British singer and songwriter

Lookman Adekunle Salami, known professionally as L.A. Salami, is a British singer and songwriter, who is signed to Sunday Best Recordings & Domino Publishing. He has released four EPs and four albums.

==Career==
Salami grew up in foster care, developing a fascination with music.

Salami's break came in 2012, when he was chosen to support Lianne La Havas on tour. Salami was eventually signed by independent London label Camouflage Recordings. Christopher Bailey, Chief Creative Officer at fashion house Burberry then got in contact to arrange a Burberry Acoustic Session, which led to L.A. Salami opening the Burberry Prorsum Menswear Spring/Summer 2014 runway show in Kensington Palace Gardens, Hyde Park, London.

Salami's first EP, Another Shade of Blue, was released through Camouflage Recordings in 2013. They released The Prelude EP in 2014, which was followed by a short tour around Britain
In 2014, Burberry asked L.A. Salami to soundtrack their SS/14 Menswear campaign, Zane Lowe singled him out as a future star of BBC Radio 1, and Esquire Magazine featured him as one of the ten "Most Stylish Men In Music".

In 2015, Salami signed to Sunday Best Recordings & Domino Publishing. He spent the rest of that year working on his debut full-length album, recording with producer Matt Ingram at the Urchin Studios in London.

In August 2016, Salami released his debut album Dancing With Bad Grammar, which featured singles "The City Nowadays", "I Wear This Because Life Is War!", "Going Mad As The Street Bins" and "I Can't Slow Her Down".

His second album, The City of Bootmakers, was recorded in Berlin, Germany, with producer Robbie Moore at his studio Impression Recordings, and released in April 2018 on Sunday Best. It featured the singles "England is Unwell", "Terrorism! (The Isis Crisis)", "Generation L(ost)" and "Jean Is Gone", and was named "Album of the Day" by BBC 6 Music.

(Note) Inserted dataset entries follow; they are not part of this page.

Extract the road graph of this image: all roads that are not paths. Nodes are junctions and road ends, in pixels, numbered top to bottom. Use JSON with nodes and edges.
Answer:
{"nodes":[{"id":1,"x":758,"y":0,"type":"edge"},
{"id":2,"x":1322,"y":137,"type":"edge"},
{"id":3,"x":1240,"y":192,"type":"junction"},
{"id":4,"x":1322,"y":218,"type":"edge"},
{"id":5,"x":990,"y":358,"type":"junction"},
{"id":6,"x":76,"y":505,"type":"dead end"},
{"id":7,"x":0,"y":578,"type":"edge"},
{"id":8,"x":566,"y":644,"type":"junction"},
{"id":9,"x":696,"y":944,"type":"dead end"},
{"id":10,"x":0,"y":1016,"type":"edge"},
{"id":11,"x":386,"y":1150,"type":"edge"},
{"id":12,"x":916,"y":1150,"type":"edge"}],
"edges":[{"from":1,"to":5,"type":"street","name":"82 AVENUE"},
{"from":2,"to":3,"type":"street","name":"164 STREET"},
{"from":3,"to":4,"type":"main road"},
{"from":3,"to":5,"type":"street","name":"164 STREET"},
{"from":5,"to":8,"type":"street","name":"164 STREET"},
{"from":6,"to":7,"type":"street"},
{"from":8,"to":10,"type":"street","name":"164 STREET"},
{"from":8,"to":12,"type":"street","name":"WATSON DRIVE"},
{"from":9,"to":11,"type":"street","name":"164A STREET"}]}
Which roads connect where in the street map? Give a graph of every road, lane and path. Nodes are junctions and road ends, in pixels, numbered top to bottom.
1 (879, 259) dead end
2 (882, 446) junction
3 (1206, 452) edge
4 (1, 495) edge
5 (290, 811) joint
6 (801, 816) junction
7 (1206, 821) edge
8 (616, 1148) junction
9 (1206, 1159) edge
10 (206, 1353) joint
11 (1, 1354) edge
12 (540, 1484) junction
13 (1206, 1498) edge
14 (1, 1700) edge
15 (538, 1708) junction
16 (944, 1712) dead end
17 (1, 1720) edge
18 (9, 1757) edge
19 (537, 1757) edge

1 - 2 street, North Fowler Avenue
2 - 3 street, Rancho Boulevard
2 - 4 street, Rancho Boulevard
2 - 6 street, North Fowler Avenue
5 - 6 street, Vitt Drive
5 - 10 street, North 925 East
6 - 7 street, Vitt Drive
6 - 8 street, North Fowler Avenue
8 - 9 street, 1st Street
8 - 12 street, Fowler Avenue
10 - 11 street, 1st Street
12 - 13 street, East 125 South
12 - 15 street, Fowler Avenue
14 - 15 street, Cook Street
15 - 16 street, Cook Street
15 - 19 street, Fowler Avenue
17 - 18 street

His EP Self-Portrait In Sound EP was released on 4 February 2020. On 28 April 2020, he announced the release of his third album, The Cause of Doubt & a Reason to Have Faith, set to release on 17 July 2020. Its first single, "Things Ain't Changed", and its video were released on 28 April.

== Discography ==
=== Studio albums ===
- Dancing With Bad Grammar (Sunday Best, 2016)
- The City of Bootmakers (Sunday Best, 2018)
- The Cause of Doubt & a Reason to Have Faith (Sunday Best, 2020)
- Ottoline (Sunday Best, October 14, 2022)

=== EPs ===
- Another Shade of Blue (Camouflage, 2013)
- The Prelude EP (Camouflage, 2014)
- Lookman & The Bootmakers (Sunday Best, 2017)
- Self Portrait in Sound EP (2020)

=== Singles ===
- "Jianni's From Australia (She'll Get By Fine)" (2012)
- "The Old Queen's Head" (Camouflage, 2013)
- "Another Shade of Blue" (Camouflage, 2013)
- "Just Wasting Time (The Otis Redding Way)" (Camouflage, 2014)
- "When The Poet Sings" (Camouflage, 2014)
- "The City Nowadays" (2016)
- "Going Mad As The Street Bins" (2016)
- "I Wear This Because Life Is War!" (2016)
- "I Can't Slow Her Down" (2017)
- "Terrorism! (The Isis Crisis)" (2017)
- "Generation L(ost)" (2017)
- "Jean Is Gone" (2018)
- "Things Ain't Changed" (2020)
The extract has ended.